A Lei nº 14.020, de 6 de julho de 2020, oriunda da Medida Provisória 936/20, instituindo o Programa Emergencial de Manutenção do Emprego e da Renda, trouxe ao ordenamento justrabalhista medidas complementares para enfrentamento do estado de calamidade pública reconhecido pelo Decreto Legislativo nº 6, de 20 de março, e da emergência de saúde pública de importância internacional decorrente do novo coronavírus. Tais medidas, todavia, geram calorosos debates entre os operadores do Direito e, em especial, evidencia-se um: a suspensão do contrato de trabalho e o cômputo desse período no lapso de aquisição das férias e décimo terceiro salário.

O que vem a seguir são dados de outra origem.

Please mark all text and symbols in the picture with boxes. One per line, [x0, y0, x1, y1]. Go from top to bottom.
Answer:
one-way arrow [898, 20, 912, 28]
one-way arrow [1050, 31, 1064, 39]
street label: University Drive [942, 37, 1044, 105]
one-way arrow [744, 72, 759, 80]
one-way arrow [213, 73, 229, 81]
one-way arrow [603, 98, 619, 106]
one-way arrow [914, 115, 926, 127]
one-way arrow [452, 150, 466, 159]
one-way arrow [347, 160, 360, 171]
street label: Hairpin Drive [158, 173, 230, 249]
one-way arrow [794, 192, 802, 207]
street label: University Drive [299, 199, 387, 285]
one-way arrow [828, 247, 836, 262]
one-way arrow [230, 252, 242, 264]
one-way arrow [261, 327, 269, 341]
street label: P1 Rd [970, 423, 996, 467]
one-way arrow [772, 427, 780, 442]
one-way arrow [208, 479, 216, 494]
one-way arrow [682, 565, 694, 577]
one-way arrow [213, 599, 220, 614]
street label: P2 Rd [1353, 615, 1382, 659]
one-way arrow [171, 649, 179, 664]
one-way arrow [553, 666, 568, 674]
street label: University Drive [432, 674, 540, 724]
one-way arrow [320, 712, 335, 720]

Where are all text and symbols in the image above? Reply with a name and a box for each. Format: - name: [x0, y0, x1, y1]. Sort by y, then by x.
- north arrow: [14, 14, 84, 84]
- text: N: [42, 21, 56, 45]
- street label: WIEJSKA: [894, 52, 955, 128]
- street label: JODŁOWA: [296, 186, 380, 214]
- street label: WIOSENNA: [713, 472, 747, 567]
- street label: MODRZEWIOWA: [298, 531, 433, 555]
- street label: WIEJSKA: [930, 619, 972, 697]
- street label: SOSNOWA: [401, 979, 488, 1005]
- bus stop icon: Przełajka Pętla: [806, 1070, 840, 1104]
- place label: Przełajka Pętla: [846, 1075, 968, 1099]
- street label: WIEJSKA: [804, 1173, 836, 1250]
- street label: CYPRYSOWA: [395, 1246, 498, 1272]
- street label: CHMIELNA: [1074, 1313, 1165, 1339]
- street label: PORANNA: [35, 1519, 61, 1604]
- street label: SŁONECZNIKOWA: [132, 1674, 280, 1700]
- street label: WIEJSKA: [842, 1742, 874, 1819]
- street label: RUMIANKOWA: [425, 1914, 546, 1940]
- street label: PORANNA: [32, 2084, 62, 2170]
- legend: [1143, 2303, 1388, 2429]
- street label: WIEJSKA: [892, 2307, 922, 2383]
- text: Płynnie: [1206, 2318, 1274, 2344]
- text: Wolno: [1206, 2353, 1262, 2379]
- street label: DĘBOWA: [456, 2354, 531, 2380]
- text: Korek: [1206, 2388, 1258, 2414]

Residem as deliberações acerca da suspensão temporária do contrato de trabalho na Seção IV da referida lei. Em suma, afasta-se o empregado de seu labor, recebendo benefício emergencial do governo em moldes próprios, ímpares à presente. Dá-se a reverberação dessa suspensão contratual, na seara judicial, pela clara inércia legislativa. Não há disposições acerca do computo ou não desse período de suspensão como tempo de serviço, e isso afeta estritamente as férias do trabalhador e seu 13º salário.

Para o enfrentamento da questão é necessária a observância da máxima de que situações excepcionais demandam medidas e entendimentos excepcionais. Não obstante tal premissa, alguns operadores do Direito já entendem, atentos ao estrito dizer legal, que não há contagem de tempo de serviço, culminando efetiva e negativamente na contagem dos períodos de férias e 13º do obreiro. Assim seria porque, esteando-se no conceito estrito de suspensão, não há labor ou salário e, por corolário, não há o cômputo do período embargado.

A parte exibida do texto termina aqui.